*YOUR OBJECTIVE*
For each line of the listing that holds "SMALUPĖS", show the full line.

*INFORMATION SUPPLIED*
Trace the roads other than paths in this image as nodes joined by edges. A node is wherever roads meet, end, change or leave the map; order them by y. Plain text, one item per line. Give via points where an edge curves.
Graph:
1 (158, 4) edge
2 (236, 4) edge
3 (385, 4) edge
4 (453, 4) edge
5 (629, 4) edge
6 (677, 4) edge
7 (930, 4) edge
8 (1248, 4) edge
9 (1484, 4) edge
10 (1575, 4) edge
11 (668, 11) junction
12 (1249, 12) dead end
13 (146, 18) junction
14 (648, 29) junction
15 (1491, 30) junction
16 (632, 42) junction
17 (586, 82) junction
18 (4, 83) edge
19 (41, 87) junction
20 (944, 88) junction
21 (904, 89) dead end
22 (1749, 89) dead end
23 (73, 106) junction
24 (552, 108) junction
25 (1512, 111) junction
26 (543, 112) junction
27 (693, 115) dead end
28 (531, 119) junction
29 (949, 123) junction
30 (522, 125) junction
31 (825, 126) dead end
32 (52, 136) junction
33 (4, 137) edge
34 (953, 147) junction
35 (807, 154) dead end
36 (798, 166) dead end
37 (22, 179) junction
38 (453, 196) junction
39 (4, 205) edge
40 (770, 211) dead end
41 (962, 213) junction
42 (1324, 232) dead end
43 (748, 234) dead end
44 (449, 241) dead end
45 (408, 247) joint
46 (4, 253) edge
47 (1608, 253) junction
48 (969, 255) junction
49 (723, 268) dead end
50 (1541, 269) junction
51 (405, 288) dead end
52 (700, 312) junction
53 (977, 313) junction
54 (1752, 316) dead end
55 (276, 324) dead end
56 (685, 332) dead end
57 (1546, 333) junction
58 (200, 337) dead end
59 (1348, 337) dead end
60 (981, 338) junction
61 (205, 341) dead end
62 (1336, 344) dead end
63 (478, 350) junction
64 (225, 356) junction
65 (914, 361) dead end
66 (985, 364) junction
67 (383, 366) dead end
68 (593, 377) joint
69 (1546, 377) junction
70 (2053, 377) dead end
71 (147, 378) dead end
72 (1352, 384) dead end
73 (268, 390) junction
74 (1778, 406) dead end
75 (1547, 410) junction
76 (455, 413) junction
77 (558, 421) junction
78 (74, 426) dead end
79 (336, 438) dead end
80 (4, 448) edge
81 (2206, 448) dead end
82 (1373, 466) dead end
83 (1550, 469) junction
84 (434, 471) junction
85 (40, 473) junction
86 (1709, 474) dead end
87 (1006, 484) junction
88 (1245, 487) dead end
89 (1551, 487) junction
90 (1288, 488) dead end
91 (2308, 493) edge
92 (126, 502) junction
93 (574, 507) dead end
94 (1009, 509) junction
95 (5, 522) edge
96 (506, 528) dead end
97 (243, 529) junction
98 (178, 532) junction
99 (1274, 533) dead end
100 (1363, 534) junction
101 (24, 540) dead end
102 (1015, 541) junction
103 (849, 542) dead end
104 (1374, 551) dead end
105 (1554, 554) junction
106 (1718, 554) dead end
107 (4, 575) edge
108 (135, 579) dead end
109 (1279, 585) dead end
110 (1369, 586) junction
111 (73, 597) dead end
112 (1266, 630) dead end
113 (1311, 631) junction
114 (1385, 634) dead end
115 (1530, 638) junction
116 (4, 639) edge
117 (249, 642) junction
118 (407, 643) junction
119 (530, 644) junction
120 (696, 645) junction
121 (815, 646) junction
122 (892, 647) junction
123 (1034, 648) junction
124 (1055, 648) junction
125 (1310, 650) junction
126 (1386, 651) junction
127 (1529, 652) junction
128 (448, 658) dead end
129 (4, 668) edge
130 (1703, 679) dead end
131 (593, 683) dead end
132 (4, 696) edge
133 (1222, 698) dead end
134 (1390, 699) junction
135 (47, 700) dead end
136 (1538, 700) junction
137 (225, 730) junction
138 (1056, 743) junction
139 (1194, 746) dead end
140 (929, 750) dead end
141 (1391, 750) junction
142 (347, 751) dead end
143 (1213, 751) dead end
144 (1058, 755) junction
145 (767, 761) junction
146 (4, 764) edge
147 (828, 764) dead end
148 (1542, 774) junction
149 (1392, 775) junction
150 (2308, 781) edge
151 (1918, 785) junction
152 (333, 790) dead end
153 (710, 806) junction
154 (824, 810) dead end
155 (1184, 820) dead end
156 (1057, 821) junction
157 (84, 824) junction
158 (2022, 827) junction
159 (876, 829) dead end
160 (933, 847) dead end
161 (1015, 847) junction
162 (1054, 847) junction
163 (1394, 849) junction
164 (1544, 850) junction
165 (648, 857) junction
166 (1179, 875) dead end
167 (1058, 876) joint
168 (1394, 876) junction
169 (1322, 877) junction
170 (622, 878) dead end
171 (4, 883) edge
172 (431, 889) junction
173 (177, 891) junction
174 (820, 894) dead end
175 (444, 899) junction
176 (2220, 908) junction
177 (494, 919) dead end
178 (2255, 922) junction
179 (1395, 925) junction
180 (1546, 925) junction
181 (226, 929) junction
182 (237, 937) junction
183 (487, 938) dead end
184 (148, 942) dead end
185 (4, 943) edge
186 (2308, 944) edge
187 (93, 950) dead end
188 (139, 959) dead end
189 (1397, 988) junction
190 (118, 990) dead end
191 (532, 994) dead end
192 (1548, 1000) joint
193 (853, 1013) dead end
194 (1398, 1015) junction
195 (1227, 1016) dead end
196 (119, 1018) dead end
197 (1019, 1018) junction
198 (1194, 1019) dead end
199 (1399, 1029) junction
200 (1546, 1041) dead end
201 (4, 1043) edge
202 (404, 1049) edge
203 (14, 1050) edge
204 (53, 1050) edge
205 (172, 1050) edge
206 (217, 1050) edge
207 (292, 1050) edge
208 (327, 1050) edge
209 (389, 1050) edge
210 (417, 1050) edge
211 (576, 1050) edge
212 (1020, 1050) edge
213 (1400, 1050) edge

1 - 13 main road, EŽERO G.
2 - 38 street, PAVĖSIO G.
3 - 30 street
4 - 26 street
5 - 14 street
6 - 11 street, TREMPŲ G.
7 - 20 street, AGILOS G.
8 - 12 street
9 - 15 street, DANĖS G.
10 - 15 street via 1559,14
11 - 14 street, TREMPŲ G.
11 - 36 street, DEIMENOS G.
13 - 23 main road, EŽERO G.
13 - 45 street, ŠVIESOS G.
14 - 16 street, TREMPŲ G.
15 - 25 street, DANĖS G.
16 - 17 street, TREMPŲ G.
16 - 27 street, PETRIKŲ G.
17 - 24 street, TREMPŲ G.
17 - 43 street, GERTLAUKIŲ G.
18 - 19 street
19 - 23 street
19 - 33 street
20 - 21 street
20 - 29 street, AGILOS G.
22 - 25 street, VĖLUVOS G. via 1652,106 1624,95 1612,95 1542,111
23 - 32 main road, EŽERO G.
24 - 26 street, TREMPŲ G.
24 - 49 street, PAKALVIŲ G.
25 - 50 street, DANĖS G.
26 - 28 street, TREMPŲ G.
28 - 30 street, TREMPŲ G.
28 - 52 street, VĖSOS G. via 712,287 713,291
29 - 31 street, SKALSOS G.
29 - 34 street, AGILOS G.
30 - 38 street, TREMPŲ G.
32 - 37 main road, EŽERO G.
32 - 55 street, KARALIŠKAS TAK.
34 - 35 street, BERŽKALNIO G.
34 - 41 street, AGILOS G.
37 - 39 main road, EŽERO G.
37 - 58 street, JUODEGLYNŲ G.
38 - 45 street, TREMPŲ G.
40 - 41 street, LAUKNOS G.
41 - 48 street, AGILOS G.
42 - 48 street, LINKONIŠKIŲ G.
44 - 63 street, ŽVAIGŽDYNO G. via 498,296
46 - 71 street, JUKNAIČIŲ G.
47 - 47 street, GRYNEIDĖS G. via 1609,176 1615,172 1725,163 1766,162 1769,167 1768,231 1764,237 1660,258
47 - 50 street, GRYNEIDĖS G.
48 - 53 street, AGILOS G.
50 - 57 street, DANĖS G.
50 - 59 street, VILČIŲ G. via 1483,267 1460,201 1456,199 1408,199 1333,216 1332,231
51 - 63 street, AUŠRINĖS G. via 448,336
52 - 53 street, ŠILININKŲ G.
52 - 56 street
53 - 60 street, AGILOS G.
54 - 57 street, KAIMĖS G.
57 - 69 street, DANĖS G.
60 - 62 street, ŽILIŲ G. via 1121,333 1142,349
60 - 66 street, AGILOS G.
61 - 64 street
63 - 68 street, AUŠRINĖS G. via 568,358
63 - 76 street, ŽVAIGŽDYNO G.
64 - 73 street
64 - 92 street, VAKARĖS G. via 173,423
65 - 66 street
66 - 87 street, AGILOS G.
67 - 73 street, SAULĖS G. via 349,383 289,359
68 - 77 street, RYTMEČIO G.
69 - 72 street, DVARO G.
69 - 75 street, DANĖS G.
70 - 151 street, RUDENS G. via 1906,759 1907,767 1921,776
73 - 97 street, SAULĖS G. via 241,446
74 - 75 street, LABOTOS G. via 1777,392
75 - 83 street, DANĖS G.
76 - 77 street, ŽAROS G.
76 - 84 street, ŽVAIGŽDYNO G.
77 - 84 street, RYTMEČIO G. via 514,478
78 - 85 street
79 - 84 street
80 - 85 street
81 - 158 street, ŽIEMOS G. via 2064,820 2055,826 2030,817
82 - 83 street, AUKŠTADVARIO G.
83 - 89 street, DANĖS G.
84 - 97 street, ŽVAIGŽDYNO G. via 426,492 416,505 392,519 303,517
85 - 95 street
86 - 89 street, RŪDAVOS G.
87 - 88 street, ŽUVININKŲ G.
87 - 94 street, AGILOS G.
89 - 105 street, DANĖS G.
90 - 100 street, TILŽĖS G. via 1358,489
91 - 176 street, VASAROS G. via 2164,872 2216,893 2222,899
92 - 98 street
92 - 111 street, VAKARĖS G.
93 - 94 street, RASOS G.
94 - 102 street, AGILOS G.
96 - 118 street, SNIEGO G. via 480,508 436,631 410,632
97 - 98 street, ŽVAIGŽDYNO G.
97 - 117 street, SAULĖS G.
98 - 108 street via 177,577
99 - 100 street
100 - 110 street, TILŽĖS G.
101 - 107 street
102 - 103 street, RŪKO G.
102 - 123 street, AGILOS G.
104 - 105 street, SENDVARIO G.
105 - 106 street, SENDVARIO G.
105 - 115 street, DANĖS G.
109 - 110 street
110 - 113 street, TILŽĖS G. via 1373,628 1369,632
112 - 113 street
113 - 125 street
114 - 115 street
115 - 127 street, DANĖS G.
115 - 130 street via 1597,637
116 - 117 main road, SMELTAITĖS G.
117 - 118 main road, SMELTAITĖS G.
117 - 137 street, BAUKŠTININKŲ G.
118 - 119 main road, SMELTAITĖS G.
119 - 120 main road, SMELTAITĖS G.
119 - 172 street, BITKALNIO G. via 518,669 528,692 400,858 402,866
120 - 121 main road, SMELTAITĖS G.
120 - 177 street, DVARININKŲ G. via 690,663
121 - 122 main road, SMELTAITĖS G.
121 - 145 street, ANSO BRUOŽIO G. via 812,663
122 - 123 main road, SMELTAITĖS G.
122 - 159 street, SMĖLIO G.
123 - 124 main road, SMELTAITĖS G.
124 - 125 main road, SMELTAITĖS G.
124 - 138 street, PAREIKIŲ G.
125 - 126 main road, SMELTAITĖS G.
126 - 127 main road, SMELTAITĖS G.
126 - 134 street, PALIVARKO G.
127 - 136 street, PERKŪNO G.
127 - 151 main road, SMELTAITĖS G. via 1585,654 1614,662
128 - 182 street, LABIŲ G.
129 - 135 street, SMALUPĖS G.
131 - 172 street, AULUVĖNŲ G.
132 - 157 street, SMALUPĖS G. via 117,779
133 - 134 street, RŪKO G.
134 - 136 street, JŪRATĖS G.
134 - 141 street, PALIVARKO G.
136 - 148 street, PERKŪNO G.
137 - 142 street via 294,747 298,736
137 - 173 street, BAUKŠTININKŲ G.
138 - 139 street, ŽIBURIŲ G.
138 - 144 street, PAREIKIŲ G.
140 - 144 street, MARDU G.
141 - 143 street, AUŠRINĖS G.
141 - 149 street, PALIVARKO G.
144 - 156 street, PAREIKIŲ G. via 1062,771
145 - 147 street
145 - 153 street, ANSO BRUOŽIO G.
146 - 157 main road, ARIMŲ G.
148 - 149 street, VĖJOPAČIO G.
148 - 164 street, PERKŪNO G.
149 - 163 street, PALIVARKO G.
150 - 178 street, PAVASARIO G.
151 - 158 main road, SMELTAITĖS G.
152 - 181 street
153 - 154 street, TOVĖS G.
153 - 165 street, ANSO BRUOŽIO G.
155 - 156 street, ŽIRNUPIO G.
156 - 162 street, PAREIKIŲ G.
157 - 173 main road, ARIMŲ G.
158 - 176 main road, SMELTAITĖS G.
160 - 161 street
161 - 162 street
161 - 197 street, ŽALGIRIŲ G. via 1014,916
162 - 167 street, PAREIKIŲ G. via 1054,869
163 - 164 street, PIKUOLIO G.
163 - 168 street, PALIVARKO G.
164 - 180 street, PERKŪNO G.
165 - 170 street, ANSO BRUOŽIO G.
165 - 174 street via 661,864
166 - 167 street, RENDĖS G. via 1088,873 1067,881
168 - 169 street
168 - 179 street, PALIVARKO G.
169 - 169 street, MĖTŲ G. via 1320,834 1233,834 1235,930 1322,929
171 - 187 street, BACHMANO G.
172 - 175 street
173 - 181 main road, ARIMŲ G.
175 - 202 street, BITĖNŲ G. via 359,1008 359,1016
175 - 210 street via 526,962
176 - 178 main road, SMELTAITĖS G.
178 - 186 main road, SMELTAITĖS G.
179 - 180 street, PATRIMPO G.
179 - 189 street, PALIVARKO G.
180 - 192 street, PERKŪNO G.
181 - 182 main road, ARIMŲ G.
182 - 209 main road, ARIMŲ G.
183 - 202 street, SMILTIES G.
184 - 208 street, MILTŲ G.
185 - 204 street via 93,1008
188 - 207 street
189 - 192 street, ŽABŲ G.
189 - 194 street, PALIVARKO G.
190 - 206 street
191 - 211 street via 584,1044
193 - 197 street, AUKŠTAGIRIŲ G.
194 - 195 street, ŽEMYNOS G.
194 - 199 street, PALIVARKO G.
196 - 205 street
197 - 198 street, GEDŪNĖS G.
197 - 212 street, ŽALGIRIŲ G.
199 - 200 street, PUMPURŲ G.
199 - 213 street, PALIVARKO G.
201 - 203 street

*WORKED SOLUTION*
129 - 135 street, SMALUPĖS G.
132 - 157 street, SMALUPĖS G. via 117,779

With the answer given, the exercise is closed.